- _Exercise_
Copy out the entries that come next, exactly.
*** Data ***
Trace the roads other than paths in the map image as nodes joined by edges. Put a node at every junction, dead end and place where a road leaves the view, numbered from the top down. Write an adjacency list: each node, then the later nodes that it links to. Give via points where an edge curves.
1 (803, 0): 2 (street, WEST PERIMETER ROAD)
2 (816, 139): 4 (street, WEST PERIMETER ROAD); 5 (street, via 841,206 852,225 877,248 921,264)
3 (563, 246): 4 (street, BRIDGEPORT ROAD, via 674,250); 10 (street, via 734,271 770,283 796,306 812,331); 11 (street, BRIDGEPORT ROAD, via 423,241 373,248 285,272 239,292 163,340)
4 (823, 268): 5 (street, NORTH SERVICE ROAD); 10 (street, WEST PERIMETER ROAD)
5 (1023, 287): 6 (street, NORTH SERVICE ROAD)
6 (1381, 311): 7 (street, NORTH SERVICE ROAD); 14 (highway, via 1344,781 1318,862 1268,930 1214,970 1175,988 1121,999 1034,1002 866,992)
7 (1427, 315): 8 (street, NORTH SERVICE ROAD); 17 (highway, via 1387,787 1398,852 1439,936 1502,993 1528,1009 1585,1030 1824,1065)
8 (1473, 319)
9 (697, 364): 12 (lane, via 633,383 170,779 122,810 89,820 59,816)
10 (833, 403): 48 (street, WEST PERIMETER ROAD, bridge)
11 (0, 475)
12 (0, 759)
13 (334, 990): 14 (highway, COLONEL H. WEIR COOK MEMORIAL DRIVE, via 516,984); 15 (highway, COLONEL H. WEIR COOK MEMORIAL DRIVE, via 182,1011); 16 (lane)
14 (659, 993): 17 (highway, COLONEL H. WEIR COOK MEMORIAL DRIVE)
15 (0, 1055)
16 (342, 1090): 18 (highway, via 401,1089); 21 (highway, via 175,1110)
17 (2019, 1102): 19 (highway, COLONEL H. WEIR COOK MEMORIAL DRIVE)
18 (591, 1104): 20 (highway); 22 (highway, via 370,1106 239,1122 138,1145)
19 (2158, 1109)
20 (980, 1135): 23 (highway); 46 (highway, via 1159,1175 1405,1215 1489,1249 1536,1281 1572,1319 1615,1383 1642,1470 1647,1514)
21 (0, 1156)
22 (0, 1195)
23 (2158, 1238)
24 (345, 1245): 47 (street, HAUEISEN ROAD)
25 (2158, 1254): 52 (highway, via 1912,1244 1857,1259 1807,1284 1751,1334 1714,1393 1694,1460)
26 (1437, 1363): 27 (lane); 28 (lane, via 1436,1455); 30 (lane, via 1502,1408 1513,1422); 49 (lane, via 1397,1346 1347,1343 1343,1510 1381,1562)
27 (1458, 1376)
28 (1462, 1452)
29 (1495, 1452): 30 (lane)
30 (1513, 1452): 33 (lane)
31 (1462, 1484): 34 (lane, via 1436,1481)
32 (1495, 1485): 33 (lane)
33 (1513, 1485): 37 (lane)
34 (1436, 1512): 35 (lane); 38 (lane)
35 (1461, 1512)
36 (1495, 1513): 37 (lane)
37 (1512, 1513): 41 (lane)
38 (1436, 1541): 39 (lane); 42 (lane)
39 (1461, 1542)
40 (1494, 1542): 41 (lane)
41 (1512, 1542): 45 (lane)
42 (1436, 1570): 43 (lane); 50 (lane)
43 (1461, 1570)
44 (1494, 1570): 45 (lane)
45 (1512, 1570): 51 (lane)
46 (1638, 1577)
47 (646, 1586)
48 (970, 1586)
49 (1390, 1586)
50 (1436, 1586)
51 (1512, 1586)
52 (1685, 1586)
*** End of Data ***
- _Answer to this problem_
Trace the roads other than paths in the map image as nodes joined by edges. Put a node at every junction, dead end and place where a road leaves the view, numbered from the top down. Write an adjacency list: each node, then the later nodes that it links to. Give via points where an edge curves.
1 (803, 0): 2 (street, WEST PERIMETER ROAD)
2 (816, 139): 4 (street, WEST PERIMETER ROAD); 5 (street, via 841,206 852,225 877,248 921,264)
3 (563, 246): 4 (street, BRIDGEPORT ROAD, via 674,250); 10 (street, via 734,271 770,283 796,306 812,331); 11 (street, BRIDGEPORT ROAD, via 423,241 373,248 285,272 239,292 163,340)
4 (823, 268): 5 (street, NORTH SERVICE ROAD); 10 (street, WEST PERIMETER ROAD)
5 (1023, 287): 6 (street, NORTH SERVICE ROAD)
6 (1381, 311): 7 (street, NORTH SERVICE ROAD); 14 (highway, via 1344,781 1318,862 1268,930 1214,970 1175,988 1121,999 1034,1002 866,992)
7 (1427, 315): 8 (street, NORTH SERVICE ROAD); 17 (highway, via 1387,787 1398,852 1439,936 1502,993 1528,1009 1585,1030 1824,1065)
8 (1473, 319)
9 (697, 364): 12 (lane, via 633,383 170,779 122,810 89,820 59,816)
10 (833, 403): 48 (street, WEST PERIMETER ROAD, bridge)
11 (0, 475)
12 (0, 759)
13 (334, 990): 14 (highway, COLONEL H. WEIR COOK MEMORIAL DRIVE, via 516,984); 15 (highway, COLONEL H. WEIR COOK MEMORIAL DRIVE, via 182,1011); 16 (lane)
14 (659, 993): 17 (highway, COLONEL H. WEIR COOK MEMORIAL DRIVE)
15 (0, 1055)
16 (342, 1090): 18 (highway, via 401,1089); 21 (highway, via 175,1110)
17 (2019, 1102): 19 (highway, COLONEL H. WEIR COOK MEMORIAL DRIVE)
18 (591, 1104): 20 (highway); 22 (highway, via 370,1106 239,1122 138,1145)
19 (2158, 1109)
20 (980, 1135): 23 (highway); 46 (highway, via 1159,1175 1405,1215 1489,1249 1536,1281 1572,1319 1615,1383 1642,1470 1647,1514)
21 (0, 1156)
22 (0, 1195)
23 (2158, 1238)
24 (345, 1245): 47 (street, HAUEISEN ROAD)
25 (2158, 1254): 52 (highway, via 1912,1244 1857,1259 1807,1284 1751,1334 1714,1393 1694,1460)
26 (1437, 1363): 27 (lane); 28 (lane, via 1436,1455); 30 (lane, via 1502,1408 1513,1422); 49 (lane, via 1397,1346 1347,1343 1343,1510 1381,1562)
27 (1458, 1376)
28 (1462, 1452)
29 (1495, 1452): 30 (lane)
30 (1513, 1452): 33 (lane)
31 (1462, 1484): 34 (lane, via 1436,1481)
32 (1495, 1485): 33 (lane)
33 (1513, 1485): 37 (lane)
34 (1436, 1512): 35 (lane); 38 (lane)
35 (1461, 1512)
36 (1495, 1513): 37 (lane)
37 (1512, 1513): 41 (lane)
38 (1436, 1541): 39 (lane); 42 (lane)
39 (1461, 1542)
40 (1494, 1542): 41 (lane)
41 (1512, 1542): 45 (lane)
42 (1436, 1570): 43 (lane); 50 (lane)
43 (1461, 1570)
44 (1494, 1570): 45 (lane)
45 (1512, 1570): 51 (lane)
46 (1638, 1577)
47 (646, 1586)
48 (970, 1586)
49 (1390, 1586)
50 (1436, 1586)
51 (1512, 1586)
52 (1685, 1586)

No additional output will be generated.